Walk around your local grocery store these days, and you might notice something… prices are up. Way up, in some cases, with the one-month increase in March for certain staple items the largest seen in nearly a decade.
While the pandemic is again a culprit in driving supply chain disruptions, a range of other issues are causing sticker shock at the checkout aisle: more expensive gas, higher commodity prices, bigger overseas appetites for imports, and crop damage in the Midwest, to name a few.
Whatever the causes may be, it’s obvious that restaurants need better tools to manage and confront change. Do you have the right tools and technology to manage impacts to cost, revenue, and operations during yet another period of change and uncertainty?
Today, we’ll take a look at three steps that restaurants can take to reduce the impact of pricing volatility:
- Think: How have prior disruptions impacted my business?
- Prepare: What are things I can do to reduce business impact at this time?

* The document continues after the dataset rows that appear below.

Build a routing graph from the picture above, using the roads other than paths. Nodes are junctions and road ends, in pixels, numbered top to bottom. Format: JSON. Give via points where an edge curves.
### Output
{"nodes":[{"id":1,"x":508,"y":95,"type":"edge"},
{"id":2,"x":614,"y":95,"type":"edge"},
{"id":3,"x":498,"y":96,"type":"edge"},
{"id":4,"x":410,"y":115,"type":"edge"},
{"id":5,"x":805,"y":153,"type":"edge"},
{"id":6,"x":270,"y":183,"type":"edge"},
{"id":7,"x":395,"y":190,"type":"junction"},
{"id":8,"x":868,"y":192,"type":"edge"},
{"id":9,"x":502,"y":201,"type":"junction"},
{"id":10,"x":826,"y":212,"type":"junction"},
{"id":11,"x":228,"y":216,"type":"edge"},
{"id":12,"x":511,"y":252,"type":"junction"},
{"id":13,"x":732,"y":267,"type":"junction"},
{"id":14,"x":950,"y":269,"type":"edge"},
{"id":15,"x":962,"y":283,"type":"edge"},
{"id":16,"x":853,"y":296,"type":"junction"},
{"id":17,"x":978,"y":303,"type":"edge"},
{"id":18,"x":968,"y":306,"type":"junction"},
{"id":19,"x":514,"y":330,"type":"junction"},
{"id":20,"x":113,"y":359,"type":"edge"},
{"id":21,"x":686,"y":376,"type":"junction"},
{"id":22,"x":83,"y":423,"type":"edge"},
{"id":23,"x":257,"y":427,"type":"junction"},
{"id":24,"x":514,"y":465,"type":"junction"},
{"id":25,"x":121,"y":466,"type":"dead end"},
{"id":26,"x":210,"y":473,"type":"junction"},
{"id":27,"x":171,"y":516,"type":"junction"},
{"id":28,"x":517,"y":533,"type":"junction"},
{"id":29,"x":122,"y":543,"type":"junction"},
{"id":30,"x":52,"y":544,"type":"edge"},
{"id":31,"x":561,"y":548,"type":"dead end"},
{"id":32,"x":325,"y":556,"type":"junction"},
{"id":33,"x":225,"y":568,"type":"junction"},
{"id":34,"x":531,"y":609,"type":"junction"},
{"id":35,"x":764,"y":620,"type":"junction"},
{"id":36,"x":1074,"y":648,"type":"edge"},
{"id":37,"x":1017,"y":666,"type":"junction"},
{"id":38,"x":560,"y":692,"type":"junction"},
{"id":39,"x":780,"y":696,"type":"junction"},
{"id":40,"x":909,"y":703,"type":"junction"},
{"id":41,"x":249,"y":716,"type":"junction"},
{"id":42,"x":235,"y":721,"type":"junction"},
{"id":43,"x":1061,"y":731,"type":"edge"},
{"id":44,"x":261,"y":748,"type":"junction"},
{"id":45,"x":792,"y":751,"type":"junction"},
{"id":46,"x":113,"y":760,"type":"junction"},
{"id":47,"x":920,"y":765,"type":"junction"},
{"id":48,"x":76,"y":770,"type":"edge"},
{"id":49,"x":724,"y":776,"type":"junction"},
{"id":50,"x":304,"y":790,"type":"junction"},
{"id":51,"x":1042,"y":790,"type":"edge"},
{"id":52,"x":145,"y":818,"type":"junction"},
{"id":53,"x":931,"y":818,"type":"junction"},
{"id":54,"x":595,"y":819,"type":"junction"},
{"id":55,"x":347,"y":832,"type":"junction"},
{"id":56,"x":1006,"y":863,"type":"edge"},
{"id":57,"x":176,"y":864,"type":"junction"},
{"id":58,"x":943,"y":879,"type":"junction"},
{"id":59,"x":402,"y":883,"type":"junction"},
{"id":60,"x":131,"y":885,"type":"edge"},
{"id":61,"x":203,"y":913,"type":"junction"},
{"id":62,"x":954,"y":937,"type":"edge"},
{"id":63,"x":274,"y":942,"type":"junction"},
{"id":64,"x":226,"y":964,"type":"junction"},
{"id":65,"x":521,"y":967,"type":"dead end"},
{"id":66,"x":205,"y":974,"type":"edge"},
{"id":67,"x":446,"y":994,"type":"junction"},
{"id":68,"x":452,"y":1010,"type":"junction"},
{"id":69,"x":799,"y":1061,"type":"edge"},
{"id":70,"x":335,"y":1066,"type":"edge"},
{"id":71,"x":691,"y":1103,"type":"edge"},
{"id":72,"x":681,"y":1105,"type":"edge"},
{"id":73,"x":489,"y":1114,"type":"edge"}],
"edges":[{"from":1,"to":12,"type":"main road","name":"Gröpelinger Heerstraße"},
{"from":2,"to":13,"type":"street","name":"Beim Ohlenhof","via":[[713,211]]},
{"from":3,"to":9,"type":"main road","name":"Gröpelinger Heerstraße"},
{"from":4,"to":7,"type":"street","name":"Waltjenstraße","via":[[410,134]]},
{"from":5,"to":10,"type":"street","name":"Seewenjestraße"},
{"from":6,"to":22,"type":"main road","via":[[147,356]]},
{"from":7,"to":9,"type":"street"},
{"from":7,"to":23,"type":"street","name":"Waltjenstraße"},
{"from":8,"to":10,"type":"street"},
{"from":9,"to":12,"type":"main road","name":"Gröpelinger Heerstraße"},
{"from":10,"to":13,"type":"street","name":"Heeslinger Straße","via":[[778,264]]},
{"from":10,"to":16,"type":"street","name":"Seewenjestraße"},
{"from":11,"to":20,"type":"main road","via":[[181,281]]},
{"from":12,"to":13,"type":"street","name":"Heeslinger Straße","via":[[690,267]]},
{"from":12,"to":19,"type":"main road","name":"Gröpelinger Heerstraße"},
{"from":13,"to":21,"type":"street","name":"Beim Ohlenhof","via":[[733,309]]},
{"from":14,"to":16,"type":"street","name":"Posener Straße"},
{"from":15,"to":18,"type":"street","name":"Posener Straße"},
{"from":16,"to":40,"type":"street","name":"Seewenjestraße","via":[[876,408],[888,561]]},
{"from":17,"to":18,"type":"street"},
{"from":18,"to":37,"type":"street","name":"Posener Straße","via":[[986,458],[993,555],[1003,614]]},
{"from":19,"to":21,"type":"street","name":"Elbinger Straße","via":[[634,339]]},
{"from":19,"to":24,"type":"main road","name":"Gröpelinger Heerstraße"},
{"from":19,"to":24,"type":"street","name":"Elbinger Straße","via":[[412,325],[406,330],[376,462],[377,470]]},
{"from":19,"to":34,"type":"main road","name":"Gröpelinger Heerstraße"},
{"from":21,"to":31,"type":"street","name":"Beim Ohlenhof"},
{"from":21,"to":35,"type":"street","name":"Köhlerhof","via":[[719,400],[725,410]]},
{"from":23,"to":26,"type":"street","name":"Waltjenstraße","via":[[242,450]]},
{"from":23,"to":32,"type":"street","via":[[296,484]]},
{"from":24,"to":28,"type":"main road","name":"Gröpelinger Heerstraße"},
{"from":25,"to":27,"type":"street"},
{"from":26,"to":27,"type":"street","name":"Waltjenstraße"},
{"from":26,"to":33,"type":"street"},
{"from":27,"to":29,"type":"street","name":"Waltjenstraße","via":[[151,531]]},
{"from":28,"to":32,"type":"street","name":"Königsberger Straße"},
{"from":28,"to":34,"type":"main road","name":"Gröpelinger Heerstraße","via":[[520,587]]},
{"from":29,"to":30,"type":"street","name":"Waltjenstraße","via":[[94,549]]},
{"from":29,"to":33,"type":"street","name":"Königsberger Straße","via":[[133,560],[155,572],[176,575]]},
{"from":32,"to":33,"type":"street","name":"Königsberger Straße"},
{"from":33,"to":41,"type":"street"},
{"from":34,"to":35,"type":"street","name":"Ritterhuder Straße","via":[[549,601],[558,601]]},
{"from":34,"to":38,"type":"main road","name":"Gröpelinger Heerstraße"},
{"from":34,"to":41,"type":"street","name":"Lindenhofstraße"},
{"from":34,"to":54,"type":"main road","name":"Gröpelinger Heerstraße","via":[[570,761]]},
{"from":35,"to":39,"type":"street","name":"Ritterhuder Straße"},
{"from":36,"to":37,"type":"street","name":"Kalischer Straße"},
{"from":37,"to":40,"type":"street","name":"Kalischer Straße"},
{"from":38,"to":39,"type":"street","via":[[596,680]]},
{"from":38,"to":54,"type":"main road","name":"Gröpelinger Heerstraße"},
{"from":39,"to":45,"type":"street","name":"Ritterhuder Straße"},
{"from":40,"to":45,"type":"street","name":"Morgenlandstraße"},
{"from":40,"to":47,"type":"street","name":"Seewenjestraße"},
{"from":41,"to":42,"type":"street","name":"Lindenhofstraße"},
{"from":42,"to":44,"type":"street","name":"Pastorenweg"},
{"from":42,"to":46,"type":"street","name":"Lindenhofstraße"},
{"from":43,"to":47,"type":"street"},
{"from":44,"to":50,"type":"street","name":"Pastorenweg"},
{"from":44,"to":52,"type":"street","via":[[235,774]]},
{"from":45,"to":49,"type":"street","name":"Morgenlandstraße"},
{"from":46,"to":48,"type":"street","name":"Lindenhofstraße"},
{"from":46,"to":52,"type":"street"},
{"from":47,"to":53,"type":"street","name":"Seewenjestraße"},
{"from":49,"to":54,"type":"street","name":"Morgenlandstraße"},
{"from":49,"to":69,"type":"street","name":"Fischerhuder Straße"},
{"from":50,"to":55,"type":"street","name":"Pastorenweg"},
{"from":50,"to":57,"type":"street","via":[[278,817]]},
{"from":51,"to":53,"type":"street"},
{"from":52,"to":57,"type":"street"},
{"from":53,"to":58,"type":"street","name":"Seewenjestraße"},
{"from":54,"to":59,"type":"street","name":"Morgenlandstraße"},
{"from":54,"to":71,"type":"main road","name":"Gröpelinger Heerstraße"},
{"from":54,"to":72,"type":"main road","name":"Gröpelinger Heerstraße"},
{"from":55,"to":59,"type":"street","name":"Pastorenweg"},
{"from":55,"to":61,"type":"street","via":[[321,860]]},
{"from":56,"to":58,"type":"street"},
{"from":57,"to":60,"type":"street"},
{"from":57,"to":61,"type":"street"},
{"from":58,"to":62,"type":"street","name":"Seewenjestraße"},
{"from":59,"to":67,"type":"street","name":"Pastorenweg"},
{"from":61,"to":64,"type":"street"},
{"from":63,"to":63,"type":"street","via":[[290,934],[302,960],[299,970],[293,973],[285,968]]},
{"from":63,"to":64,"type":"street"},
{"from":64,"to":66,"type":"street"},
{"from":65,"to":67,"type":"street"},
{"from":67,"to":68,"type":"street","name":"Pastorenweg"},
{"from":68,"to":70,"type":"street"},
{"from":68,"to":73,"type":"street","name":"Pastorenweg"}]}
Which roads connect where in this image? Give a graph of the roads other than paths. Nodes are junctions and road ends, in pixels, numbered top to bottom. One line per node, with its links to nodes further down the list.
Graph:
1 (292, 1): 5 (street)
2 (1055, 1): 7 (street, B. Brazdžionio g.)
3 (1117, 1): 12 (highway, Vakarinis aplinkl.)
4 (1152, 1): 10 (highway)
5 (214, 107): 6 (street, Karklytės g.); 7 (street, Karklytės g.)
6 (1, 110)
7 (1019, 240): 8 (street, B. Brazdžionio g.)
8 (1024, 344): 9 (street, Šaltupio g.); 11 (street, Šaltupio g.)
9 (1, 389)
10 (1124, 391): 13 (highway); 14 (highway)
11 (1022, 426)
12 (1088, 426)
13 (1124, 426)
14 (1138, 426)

- Act: How can I get ahead of change, instead of falling victim to it?
Change happens…but it’s happening faster.
Although the pandemic has undeniably impacted every aspect of restaurant operations more than any other force in recent memory, one area where change has been particularly noticeable is technology.
To survive during COVID-19, brands pivoted their focus and turned to tech to handle a new operational reality. Some restaurants were able to make that shift swiftly, others not so fast. Lighter, open, and versatile technology stacks were key differentiators that helped certain brands respond quickly during the early days of the pandemic, while their heavy, unintegrated, and lethargic counterparts, unfortunately, prevented other brands from capitalizing on the accelerated shift to digital.
Now, with the end of COVID restrictions in sight (but with commodity price fluctuations and other issues looming over the industry), it’s obvious that the right approach to technology helps organizations quickly adapt to new circumstances, and prepare for changes on the horizon.
Stay ahead of the curve.
Preparing for change isn’t a singular act or something you do once; it’s a series of proactive steps, combined with a mindset that helps you stay nimble and responsive. For forward-looking brands, technological foresight provides the ability to act decisively and intelligently when confronted with uncertainty.
What does a restaurant technology stack that’s prepared for change look like? Some characteristics that define preparedness include:
- A unified approach to systems, including point of sale, enterprise management tools, ordering channels, and operational platforms
- An open, flexible architecture that encourages easy, normalized data flow within your ecosystem
- Applications and tools that allow for proactive and reactive changes, in light of shifting business conditions
Uncertainty in many areas of the restaurant industry can’t be managed by technology alone. However, having the right tech helps brands handle turbulence and alleviate repercussions related to external factors that have a direct impact on their business.
Qu’s Enterprise Management system was built with agility and nimbleness in mind, and gives brands a single point of truth to manage the complexities of restaurant operations. One key feature of this tool is the ability to manage stores, menus, and pricing dynamically, reducing the amount of time and effort required to maintain consistency — and to get ahead of things like price increases.
The tool is set to receive valuable updates that will further simplify price management:
- Versioning: Versioning reduces the number of items and prices that need to be managed within Qu’s Enterprise Management system. This decreases the number of ‘versions’ within the tool, easing the need for long-term maintenance. This is particularly useful when updating pricing across a technology stack, especially when there are multiple ordering channels to manage.
- Grouping: Allows brands to assign prices to groups of items. This update can be thought of as a “Price Book”, meaning that restaurants can assign one price across multiple items and item versions. All prices can be grouped together outside of a menu structure, making them easier and faster to update, allowing restaurants to respond quickly when prices go up or down.
Pull ahead of the pack.
While external factors like supply chain disruptions, droughts, and global pandemics are beyond a restaurant’s control, having the right mindset, tools, and technology gives brands the ability to mitigate the impact of events like pricing increases, and can potentially make the difference between getting ahead of change and becoming a casualty of it.
It’s critical for restaurants to think ahead of potential changes that may be coming down the horizon, particularly in light of increased competition and the unparalleled convenience at guests’ fingertips. The right preparation and approach can equip brands to reduce the impact of volatility while making the right moves afterward can help brands truly pull ahead of their competition.